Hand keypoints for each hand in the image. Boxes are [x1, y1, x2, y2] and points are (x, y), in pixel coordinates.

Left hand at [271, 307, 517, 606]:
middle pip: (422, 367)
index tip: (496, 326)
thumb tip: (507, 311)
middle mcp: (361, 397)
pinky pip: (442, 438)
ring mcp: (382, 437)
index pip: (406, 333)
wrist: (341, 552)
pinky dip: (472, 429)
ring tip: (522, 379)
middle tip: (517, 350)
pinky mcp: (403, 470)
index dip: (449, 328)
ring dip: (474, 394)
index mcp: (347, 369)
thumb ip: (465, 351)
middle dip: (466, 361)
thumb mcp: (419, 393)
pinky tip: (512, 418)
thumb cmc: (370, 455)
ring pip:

════════════════

▶ Task requirements: Once more, write out the records in full, exactly as they appear.

▶ Output of the task:
Hand keypoints for each hand in the image. Boxes are [x1, y1, x2, y2] and points are (x, y), in pixel coordinates.

Left hand at [271, 307, 517, 606]:
middle pip: (422, 367)
index tip: (496, 326)
thumb tip: (507, 311)
middle mcp: (361, 397)
pinky pip: (442, 438)
ring mcp: (382, 437)
index pip: (406, 333)
wrist: (341, 552)
pinky dip: (472, 429)
ring tip: (522, 379)
middle tip: (517, 350)
pinky mcp: (403, 470)
index dip: (449, 328)
ring dip: (474, 394)
index mcp: (347, 369)
thumb ip: (465, 351)
middle dip: (466, 361)
thumb mcp: (419, 393)
pinky tip: (512, 418)
thumb cmc: (370, 455)
ring pip:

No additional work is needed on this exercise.